Analiz

Afrika Birliği: Değişim mi, statüko mu?

Darbeyle Mısır yönetimine gelen ve yönetimini kalıcı hale getirmeye çalışan Sisi’nin demokrasinin muhafazası ve geliştirilmesi vurgusunu temel alan Afrika Birliği'nin dönem başkanı olması, kıtanın gelecek vizyonu açısından bir paradoks.

Hakan Aydın  | 20.02.2019 - Güncelleme : 15.03.2019
Afrika Birliği: Değişim mi, statüko mu? Fotoğraf: AA/Minasse Wondimu Hailu

İstanbul

Etiyopya'nın başkenti Addis Ababa’da 1963 yılında kurulan Afrika Birliği Örgütü dekolonizasyon süreci ve Soğuk Savaş döneminin sona ermesiyle yapısal değişikliğe giderek “küresel arenada dinamik bir gücü temsil eden bütünleşik, müreffeh ve huzurlu bir Afrika” vizyonuyla 2002’de Afrika Birliği’ne (AfB) dönüştü. Birliğin 32. Olağan Devlet ve Hükümet Başkanları Zirvesi “Mülteciler, Ülkesine Dönenler ve Ülke İçinde Yerinden Edilenler: Afrika’da Zorla Yerinden Edilmeye Yönelik Kalıcı Çözümlere Doğru” başlığıyla 10-11 Şubat 2019 tarihlerinde Addis Ababa’da gerçekleştirildi. Zirveye katılım üst düzeydeyken gündem konuları çeşitlilik arz etti.

Sömürgeci anlayışın Afrika üzerindeki ayrışma etkisine karşılık pan-Afrikanist düşüncenin etrafında toplanan Afrika ülkeleri bağımsızlık ve bütünleşmenin sağlanması hedefiyle AfB’yi kurdular.
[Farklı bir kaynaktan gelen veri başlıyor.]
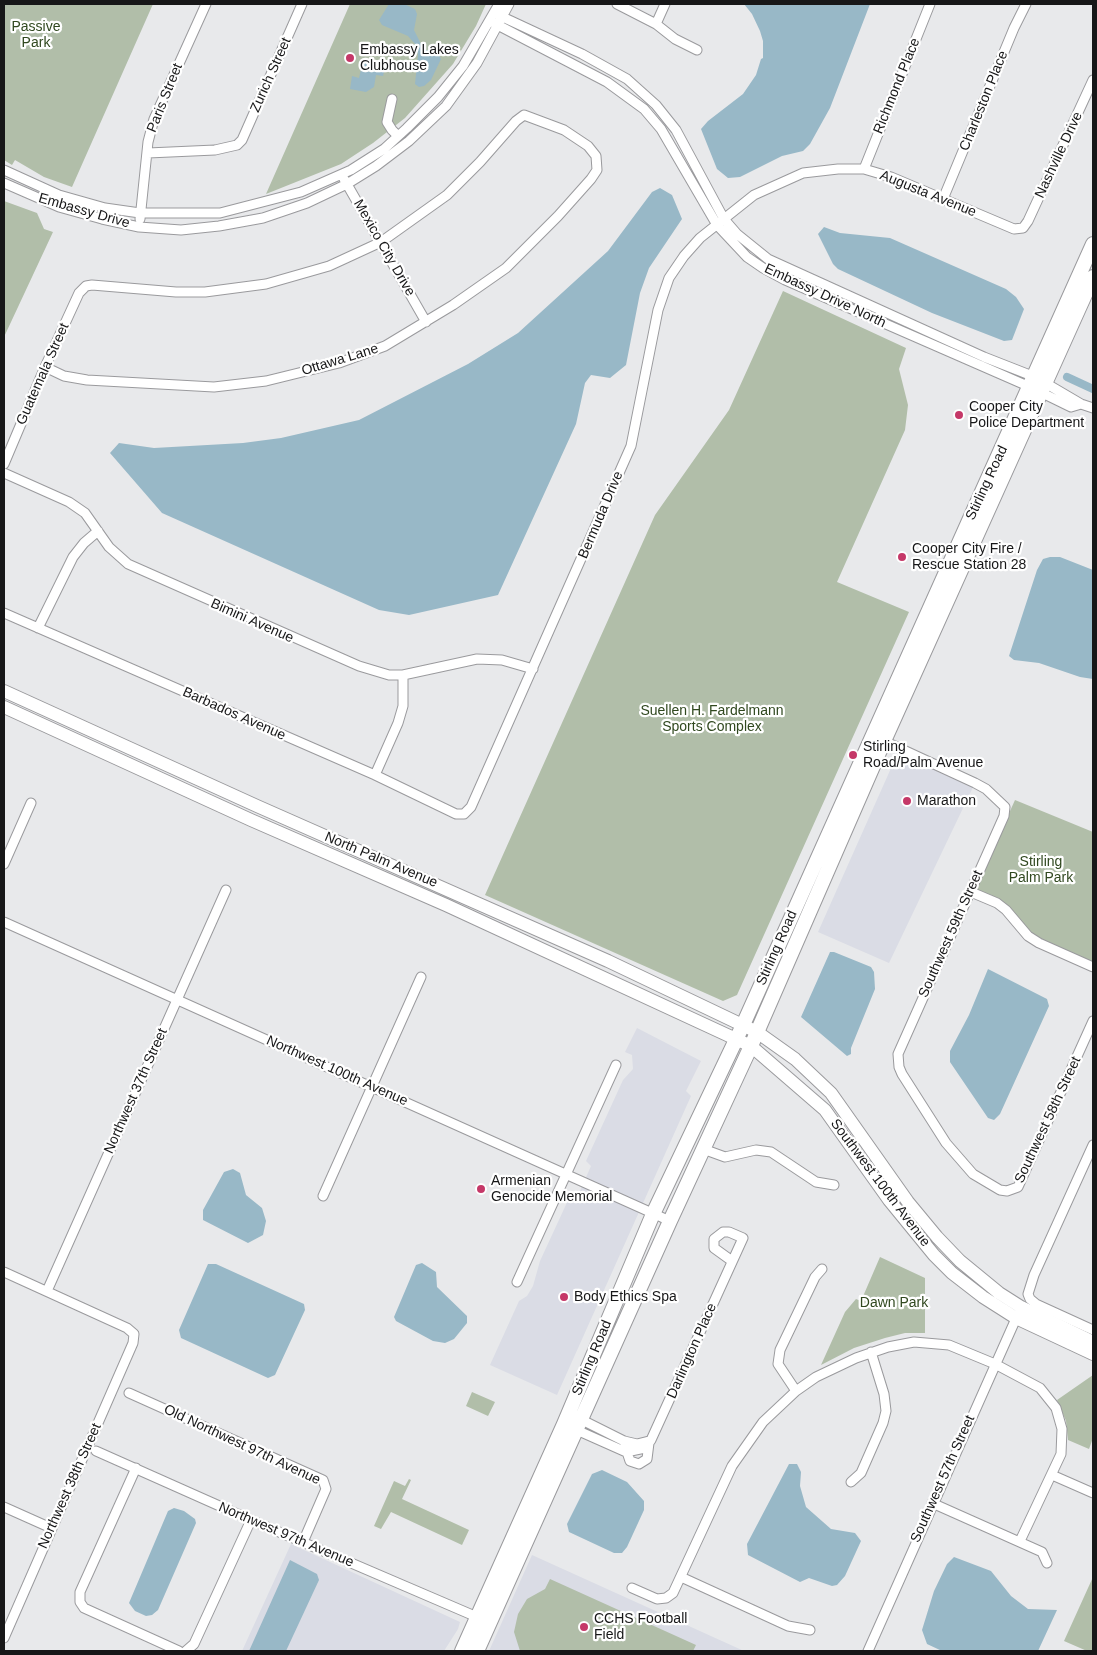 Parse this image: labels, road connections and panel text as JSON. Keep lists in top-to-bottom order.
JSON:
{
  "streets": {
    "main road": ["Stirling Road", "North Palm Avenue", "Southwest 100th Avenue"],
    "street": [
      "Zurich Street",
      "Richmond Place",
      "Paris Street",
      "Charleston Place",
      "Nashville Drive",
      "Augusta Avenue",
      "Embassy Drive",
      "Mexico City Drive",
      "Embassy Drive North",
      "Ottawa Lane",
      "Guatemala Street",
      "Bermuda Drive",
      "Bimini Avenue",
      "Barbados Avenue",
      "Southwest 59th Street",
      "Northwest 100th Avenue",
      "Northwest 37th Street",
      "Southwest 58th Street",
      "Darlington Place",
      "Old Northwest 97th Avenue",
      "Southwest 57th Street",
      "Northwest 38th Street",
      "Northwest 97th Avenue"
    ]
  },
  "crossings": [
    ["Zurich Street", "Paris Street"],
    ["Richmond Place", "Augusta Avenue"],
    ["Paris Street", "Embassy Drive"],
    ["Charleston Place", "Augusta Avenue"],
    ["Nashville Drive", "Augusta Avenue"],
    ["Augusta Avenue", "Embassy Drive North"],
    ["Augusta Avenue", "Bermuda Drive"],
    ["Embassy Drive", "Mexico City Drive"],
    ["Embassy Drive", "Embassy Drive North"],
    ["Mexico City Drive", "Ottawa Lane"],
    ["Mexico City Drive", "Guatemala Street"],
    ["Embassy Drive North", "Stirling Road"],
    ["Embassy Drive North", "Bermuda Drive"],
    ["Ottawa Lane", "Guatemala Street"],
    ["Stirling Road", "North Palm Avenue"],
    ["Stirling Road", "Southwest 59th Street"],
    ["Stirling Road", "Northwest 100th Avenue"],
    ["Stirling Road", "Southwest 100th Avenue"],
    ["Stirling Road", "Northwest 97th Avenue"],
    ["Bermuda Drive", "Bimini Avenue"],
    ["Bermuda Drive", "Barbados Avenue"],
    ["North Palm Avenue", "Southwest 100th Avenue"],
    ["Southwest 59th Street", "Southwest 58th Street"],
    ["Northwest 100th Avenue", "Northwest 37th Street"],
    ["Northwest 37th Street", "Northwest 38th Street"],
    ["Southwest 100th Avenue", "Southwest 57th Street"],
    ["Old Northwest 97th Avenue", "Northwest 97th Avenue"]
  ],
  "parks": [
    "Passive Park",
    "Suellen H. Fardelmann Sports Complex",
    "Stirling Palm Park",
    "Dawn Park"
  ],
  "places": [
    "Embassy Lakes Clubhouse",
    "Cooper City Police Department",
    "Cooper City Fire / Rescue Station 28",
    "Stirling Road/Palm Avenue",
    "Marathon",
    "Armenian Genocide Memorial",
    "Body Ethics Spa",
    "CCHS Football Field"
  ]
}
AfB’nin temel karar organı olan devlet ve hükümet başkanları zirvelerinde alınan kararlar, birliğin yıllık planlamaları ve ülkeler arasındaki iş birlikleri açısından Afrikalı ülkelerin siyasi, iktisadi ve sosyal ilişkileri üzerinde belirleyici mahiyette. Yapılandırılma sürecinden bugüne AfB’nin kıtanın sorunlarına çözüm yaklaşımlarında statükoyu aşıp değişimi sağlayıp sağlayamayacağı zorlu bir tartışma konusu olmaya devam ediyor.
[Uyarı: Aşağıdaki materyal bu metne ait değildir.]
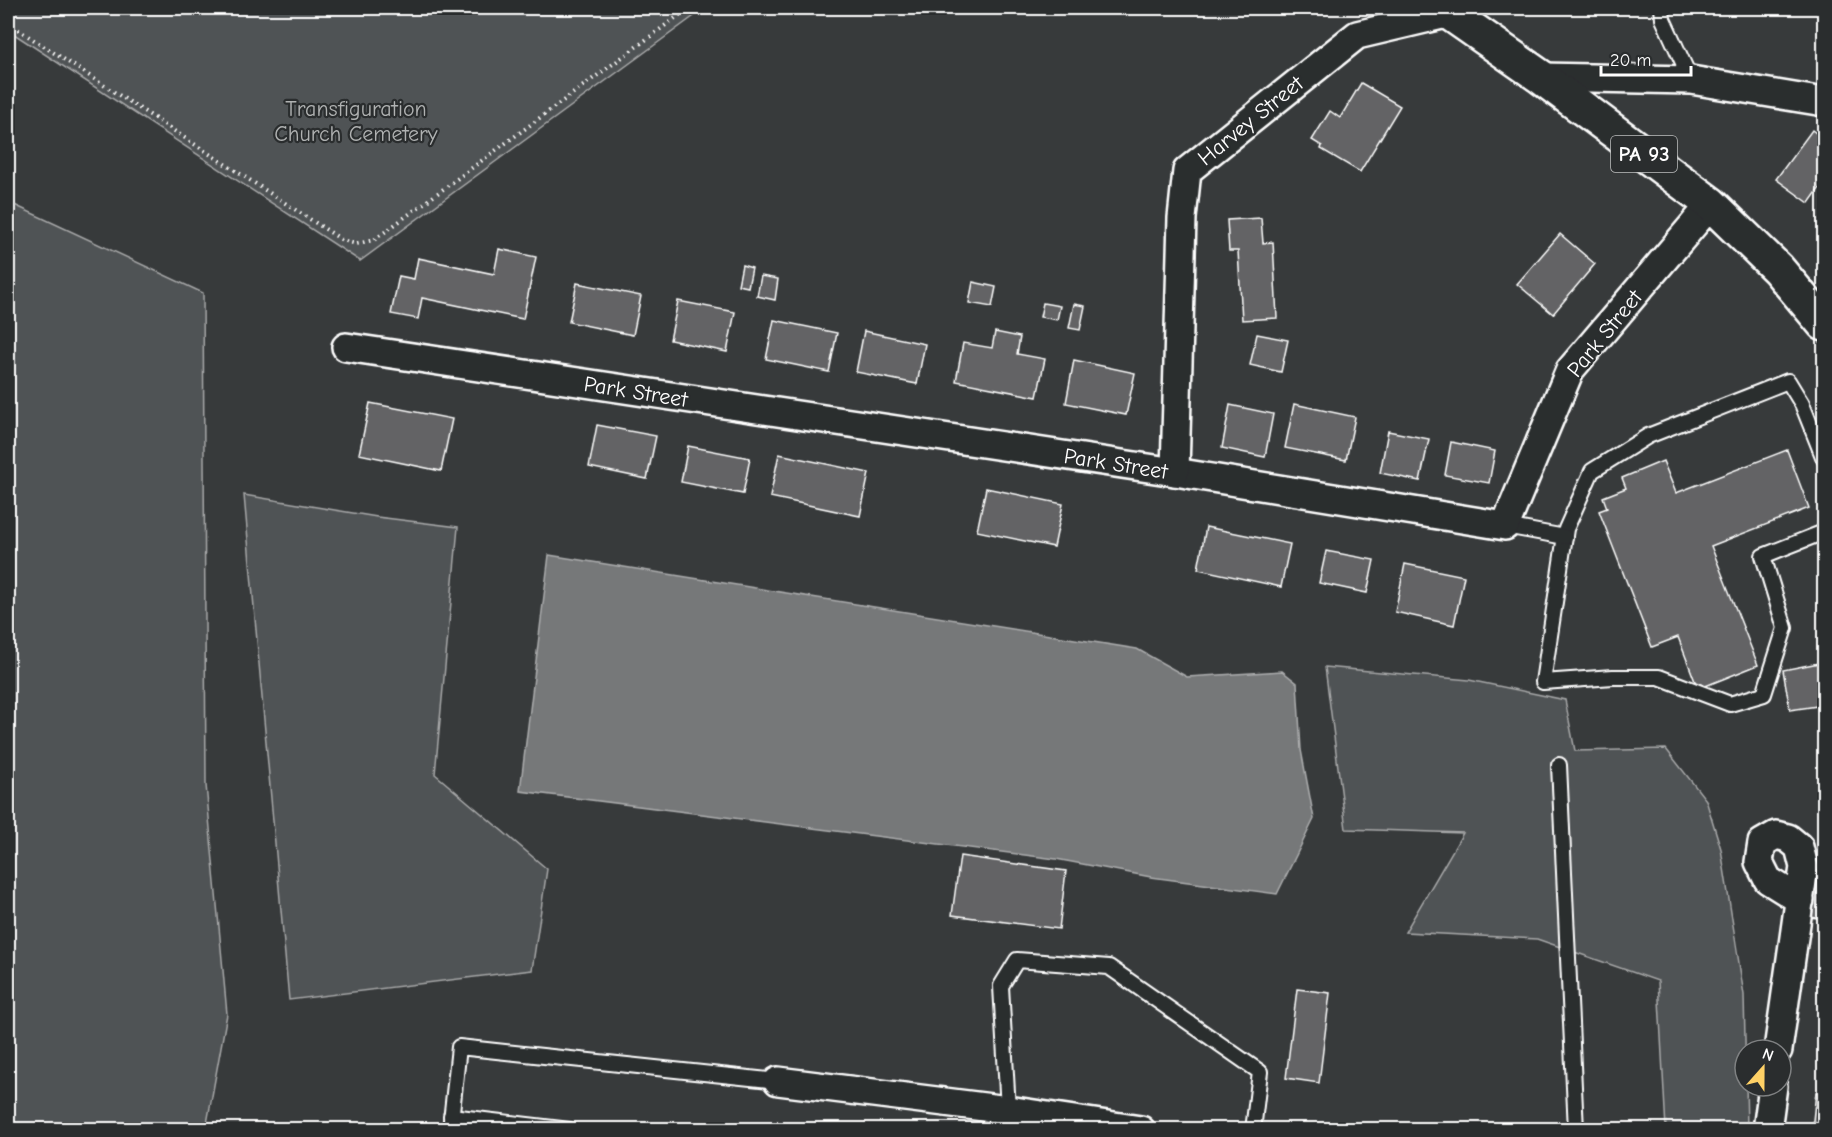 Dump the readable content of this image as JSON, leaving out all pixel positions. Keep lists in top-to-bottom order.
{
  "streets": {
    "highway": ["PA 93"],
    "street": ["Harvey Street", "Park Street"]
  },
  "crossings": [
    ["Harvey Street", "PA 93"],
    ["Harvey Street", "Park Street"],
    ["PA 93", "Park Street"]
  ],
  "parks": ["Transfiguration Church Cemetery"],
  "scale_bar": "20 m",
  "north": "top"
}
Değişimin etkisinde zirve gündemi ve kararlar

Düzenlenen zirvede AfB’nin 2018 yılındaki çalışmaları takdirle söz edildi. Ruanda Başkanı ve Afrika Birliği Dönem Başkanı Paul Kagame, zirvede yaptığı konuşmada 2012’den bu yana çatışmaların ve krizin son bulduğu Orta Afrika Cumhuriyeti’ndeki anlaşma ve barış inşası sürecinden duyduğu memnuniyeti ifade etti. Zirve tartışmalarında Güney Sudan’da çatışmaların nihayete ermesi, Etiyopya ile Eritre arasında imzalanan barış anlaşmaları örnekleri üzerinden Libya konusunda da benzer beklentiler vurgulandı. Bunlara ek olarak birlik için kaçınılmaz görülerek başlatılan kurumsal reform çabalarının ilerletilmesi temayülü tekrar ortaya konuldu. Özellikle, Kagame'nin 1994 sonrasında Ruanda’da Tutsi ve Hutular arasındaki iç savaşın sona erdirilmesindeki belirleyici rolü, bölgedeki çatışmalara çözüm geliştirilmesi açısından önemli bir referans noktasıydı.
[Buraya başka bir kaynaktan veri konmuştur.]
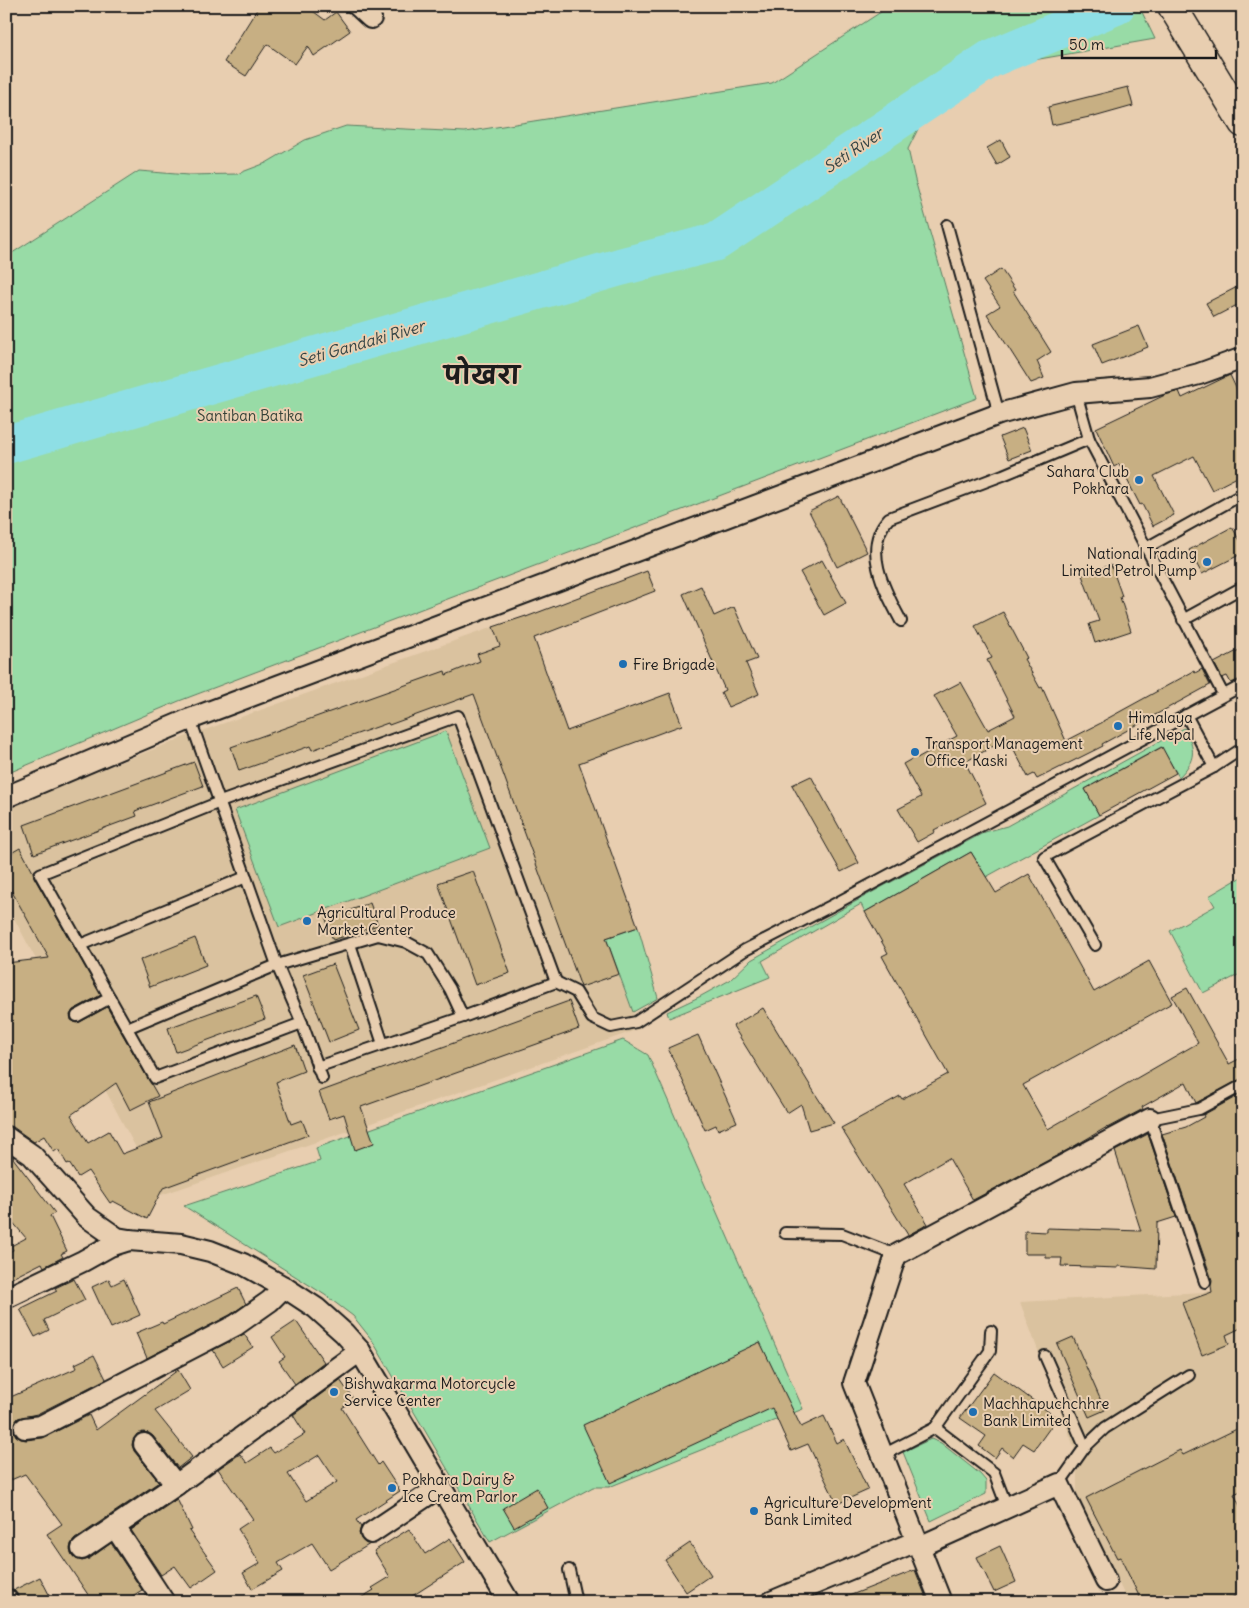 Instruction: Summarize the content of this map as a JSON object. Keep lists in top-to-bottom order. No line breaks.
{"districts":["पोखरा"],"water":["Seti River","Seti Gandaki River"],"parks":["Santiban Batika"],"places":["Sahara Club Pokhara","National Trading Limited Petrol Pump","Fire Brigade","Himalaya Life Nepal","Transport Management Office, Kaski","Agricultural Produce Market Center","Bishwakarma Motorcycle Service Center","Machhapuchchhre Bank Limited","Pokhara Dairy & Ice Cream Parlor","Agriculture Development Bank Limited"],"scale_bar":"50 m"}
AfB’nin 100. kuruluş yılı vurgusuyla ayrı önem bir önem atfedilen 2063 hedefi kapsamında sürdürülebilir kalkınma, sağlık finansmanı, kıtalararası serbest ticaret bölgesi, terör ve aşırılıkla mücadele gibi konulardaki mesajlar da dikkat çekti. Öte yandan tek bir Afrika piyasası kapsamında kurulması hedeflenen kıtalararası serbest ticaret bölgesi anlaşmasının 52 ülke tarafından kabul edildiği, 15 ülkenin anlaşmayı onayladığı ve 22 ülkenin de onay sürecinin tamamlanmasıyla anlaşmanın yürürlüğe gireceği belirtildi.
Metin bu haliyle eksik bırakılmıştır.